Abstract
My work focuses on the recovery of May Ziadeh, an overlooked Lebanese-Palestinian writer and literary salon hostess from the early twentieth century. I aim to briefly highlight Ziadeh’s significant contributions to al-Nahda movement, or the Arab Renaissance, while also revisiting and challenging the narrative of madness associated with Ziadeh’s name. I do so through looking at Ziadeh's newly discovered manuscript, the Nights of Isis Copia, which she wrote during her stay at the mental asylum in Lebanon, Asfuriyyah. I read this manuscript as a literary text that invites us today to revisit and question Nahdah as an often glorified and celebrated movement, opening the possibility for reading marginal(ized) texts that can offer new trajectories of its history.

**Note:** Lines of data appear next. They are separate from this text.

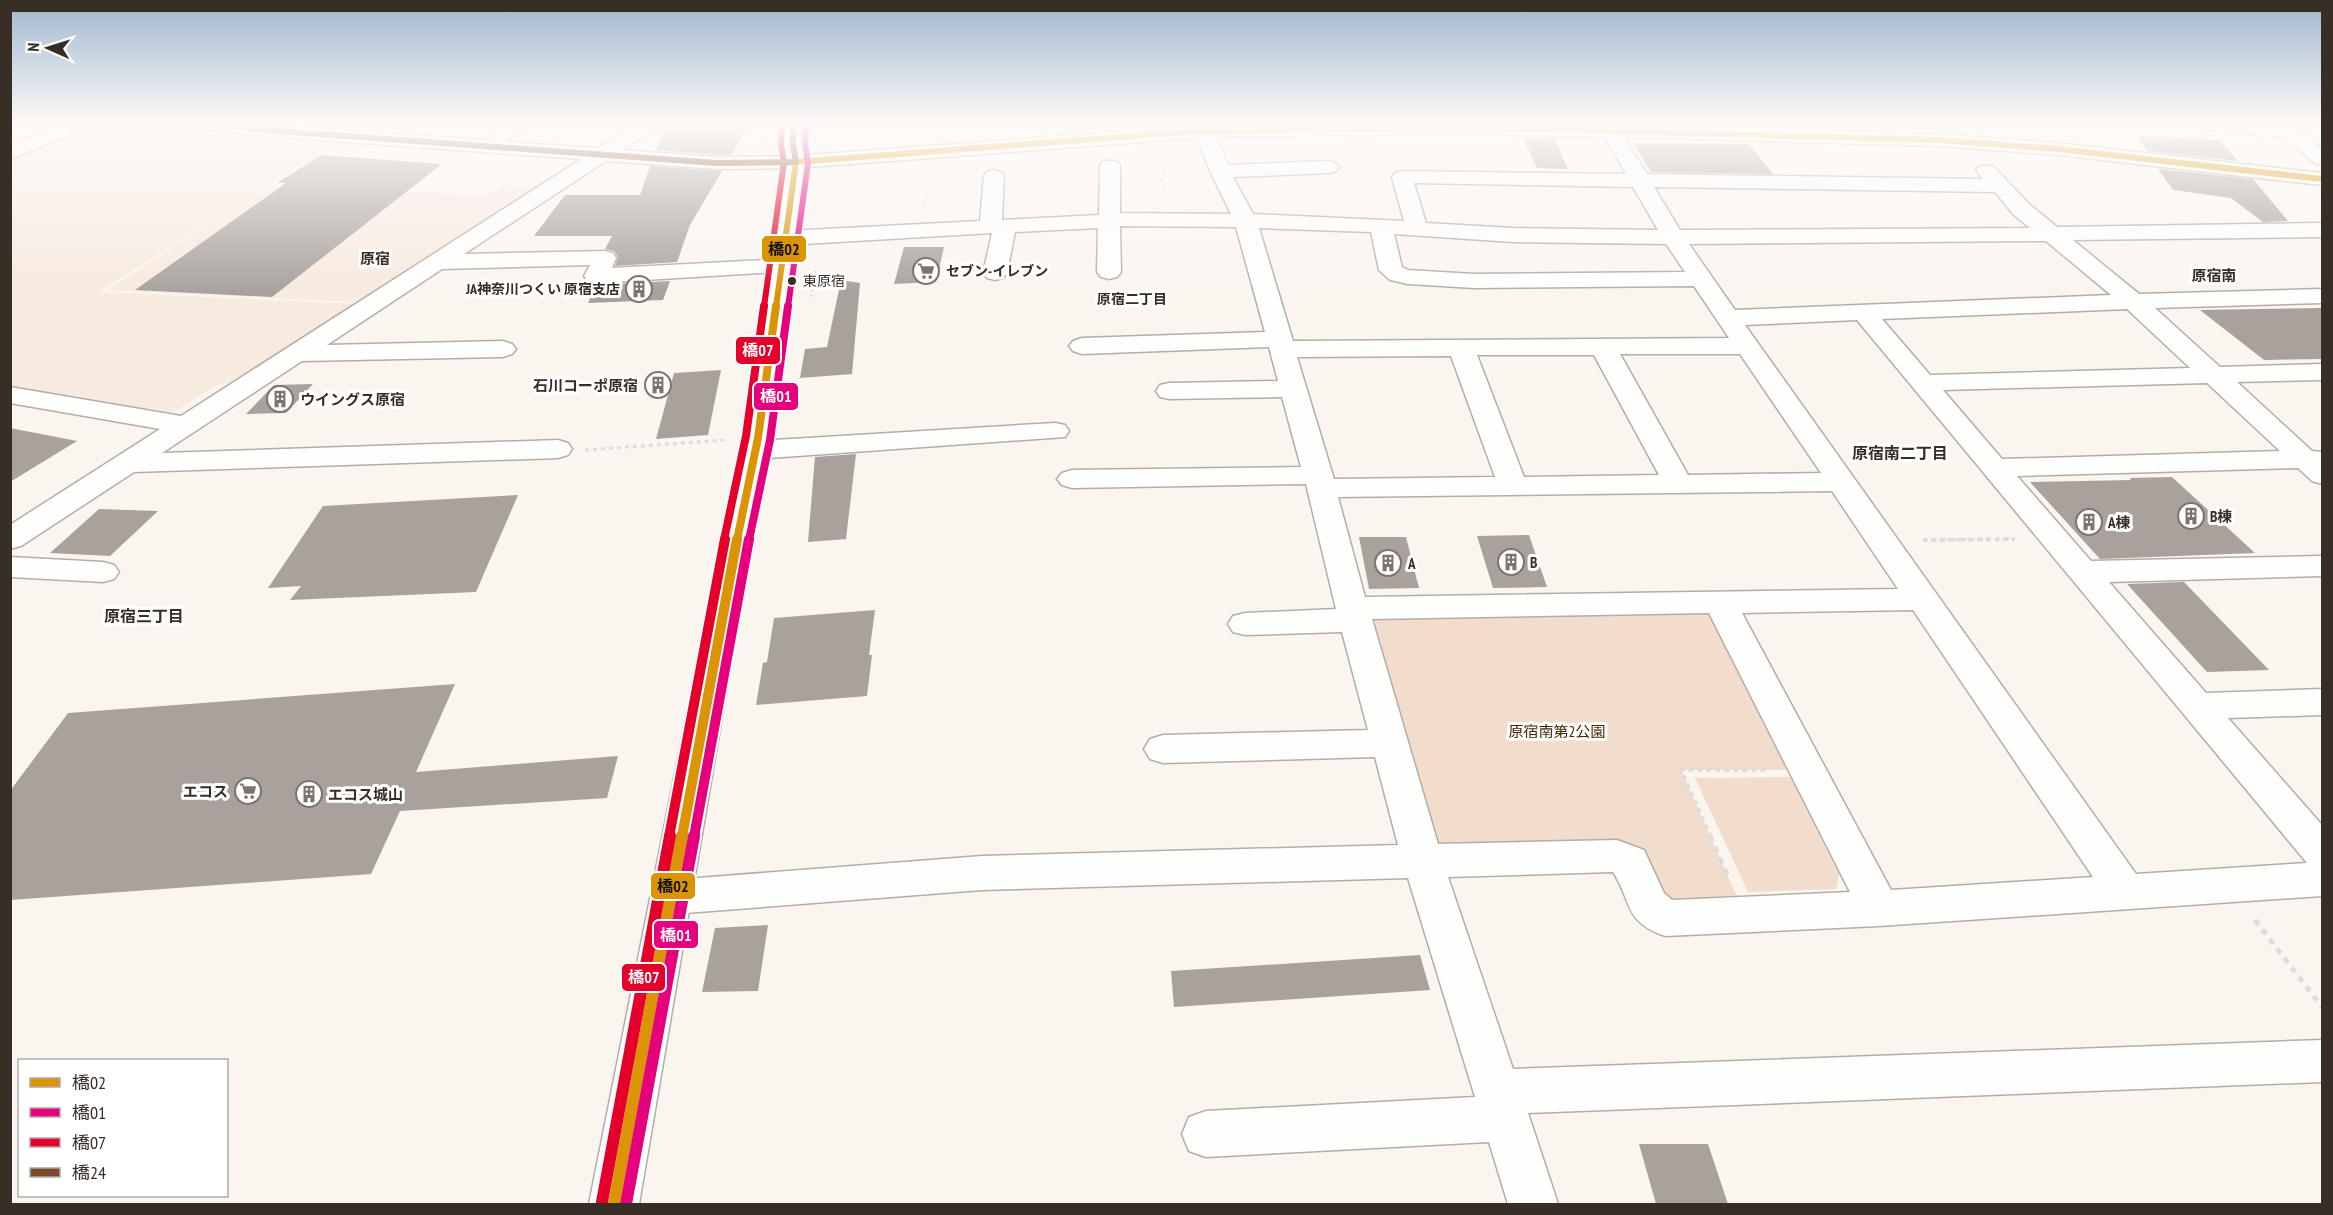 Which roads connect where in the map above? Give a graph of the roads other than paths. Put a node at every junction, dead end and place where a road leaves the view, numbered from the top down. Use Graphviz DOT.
graph roads {
  1 [pos="562,181"];
  2 [pos="794,181"];
  3 [pos="994,181"];
  4 [pos="1110,181"];
  5 [pos="1223,181"];
  6 [pos="1403,181"];
  7 [pos="1579,181"];
  8 [pos="1995,181"];
  9 [pos="1641,182"];
  10 [pos="1999,186"];
  11 [pos="1163,219"];
  12 [pos="1109,220"];
  13 [pos="1246,222"];
  14 [pos="998,227"];
  15 [pos="1381,228"];
  16 [pos="1417,230"];
  17 [pos="2322,230"];
  18 [pos="2050,233"];
  19 [pos="1673,237"];
  20 [pos="1162,242"];
  21 [pos="785,252"];
  22 [pos="437,262"];
  23 [pos="1109,272"];
  24 [pos="995,273"];
  25 [pos="1701,279"];
  26 [pos="2322,296"];
  27 [pos="2133,301"];
  28 [pos="1864,313"];
  29 [pos="1728,318"];
  30 [pos="1281,344"];
  31 [pos="1747,345"];
  32 [pos="1082,346"];
  33 [pos="1603,347"];
  34 [pos="1461,348"];
  35 [pos="503,349"];
  36 [pos="298,353"];
  37 [pos="2322,372"];
  38 [pos="2212,374"];
  39 [pos="1923,383"];
  40 [pos="1294,389"];
  41 [pos="1169,391"];
  42 [pos="10,394"];
  43 [pos="187,425"];
  44 [pos="1055,431"];
  45 [pos="757,444"];
  46 [pos="567,450"];
  47 [pos="130,463"];
  48 [pos="2317,464"];
  49 [pos="1995,468"];
  50 [pos="1071,478"];
  51 [pos="1320,481"];
  52 [pos="1842,482"];
  53 [pos="1678,484"];
  54 [pos="1513,486"];
  55 [pos="10,539"];
  56 [pos="2322,566"];
  57 [pos="10,567"];
  58 [pos="103,572"];
  59 [pos="2082,573"];
  60 [pos="1923,599"];
  61 [pos="1720,603"];
  62 [pos="1354,614"];
  63 [pos="1245,624"];
  64 [pos="2322,702"];
  65 [pos="2199,706"];
  66 [pos="1390,743"];
  67 [pos="1163,749"];
  68 [pos="2322,852"];
  69 [pos="1422,860"];
  70 [pos="2322,879"];
  71 [pos="2126,892"];
  72 [pos="672,897"];
  73 [pos="1879,908"];
  74 [pos="2322,1061"];
  75 [pos="1500,1105"];
  76 [pos="1206,1134"];
  77 [pos="614,1204"];
  78 [pos="1533,1204"];
  1 -- 22 [label="main road"];
  2 -- 21 [label="main road"];
  3 -- 14 [label="main road"];
  4 -- 12 [label="main road"];
  5 -- 13 [label="main road"];
  6 -- 16 [label="main road"];
  7 -- 9 [label="main road"];
  8 -- 10 [label="main road"];
  9 -- 10 [label="main road"];
  9 -- 19 [label="main road"];
  10 -- 18 [label="main road"];
  11 -- 12 [label="main road"];
  11 -- 13 [label="main road"];
  11 -- 20 [label="main road"];
  12 -- 14 [label="main road"];
  12 -- 23 [label="main road"];
  13 -- 15 [label="main road"];
  13 -- 30 [label="main road"];
  14 -- 21 [label="main road"];
  14 -- 24 [label="main road"];
  15 -- 16 [label="main road"];
  15 -- 25 [label="main road"];
  16 -- 19 [label="main road"];
  17 -- 18 [label="main road"];
  18 -- 19 [label="main road"];
  18 -- 27 [label="main road"];
  19 -- 25 [label="main road"];
  21 -- 22 [label="main road"];
  21 -- 45 [label="main road"];
  22 -- 36 [label="main road"];
  25 -- 29 [label="main road"];
  26 -- 27 [label="main road"];
  27 -- 28 [label="main road"];
  27 -- 38 [label="main road"];
  28 -- 29 [label="main road"];
  28 -- 39 [label="main road"];
  29 -- 31 [label="main road"];
  30 -- 32 [label="main road"];
  30 -- 34 [label="main road"];
  30 -- 40 [label="main road"];
  31 -- 33 [label="main road"];
  31 -- 52 [label="main road"];
  33 -- 34 [label="main road"];
  33 -- 53 [label="main road"];
  34 -- 54 [label="main road"];
  35 -- 36 [label="main road"];
  36 -- 43 [label="main road"];
  37 -- 38 [label="main road"];
  38 -- 39 [label="main road"];
  38 -- 48 [label="main road"];
  39 -- 49 [label="main road"];
  40 -- 41 [label="main road"];
  40 -- 51 [label="main road"];
  42 -- 43 [label="main road"];
  43 -- 47 [label="main road"];
  44 -- 45 [label="main road"];
  45 -- 72 [label="main road"];
  46 -- 47 [label="main road"];
  47 -- 55 [label="main road"];
  48 -- 49 [label="main road"];
  49 -- 59 [label="main road"];
  50 -- 51 [label="main road"];
  51 -- 54 [label="main road"];
  51 -- 62 [label="main road"];
  52 -- 53 [label="main road"];
  52 -- 60 [label="main road"];
  53 -- 54 [label="main road"];
  56 -- 59 [label="main road"];
  57 -- 58 [label="main road"];
  59 -- 65 [label="main road"];
  60 -- 61 [label="main road"];
  60 -- 71 [label="main road"];
  61 -- 62 [label="main road"];
  61 -- 73 [label="main road"];
  62 -- 63 [label="main road"];
  62 -- 66 [label="main road"];
  64 -- 65 [label="main road"];
  65 -- 68 [label="main road"];
  66 -- 67 [label="main road"];
  66 -- 69 [label="main road"];
  69 -- 72 [label="main road"];
  69 -- 73 [label="main road"];
  69 -- 75 [label="main road"];
  70 -- 71 [label="main road"];
  71 -- 73 [label="main road"];
  72 -- 77 [label="main road"];
  74 -- 75 [label="main road"];
  75 -- 76 [label="main road"];
  75 -- 78 [label="main road"];
}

My synthesis of Ziadeh's manuscript as a counter-narrative of the Nahḍa movement is a first in the field, it derives from the practice of close reading and responds to Scott Deuachar and El Ariss’s call for possibilities of new approaches to understanding the Nahḍa period and its intellectuals. The notion of unstable models finds resonance in Ziadeh’s manuscript on many levels, to mention but a few: the nature of the manuscript, its genre(s), location and time of its writing in 1940s which is very different from that of its finding and publishing in 2017, as well as the judgement of the mental and social status of its writer. Altogether, this approach brings me back to my main research question also highlighted in my presentation’s title: Rereading Nahdah through Marginalized Narratives.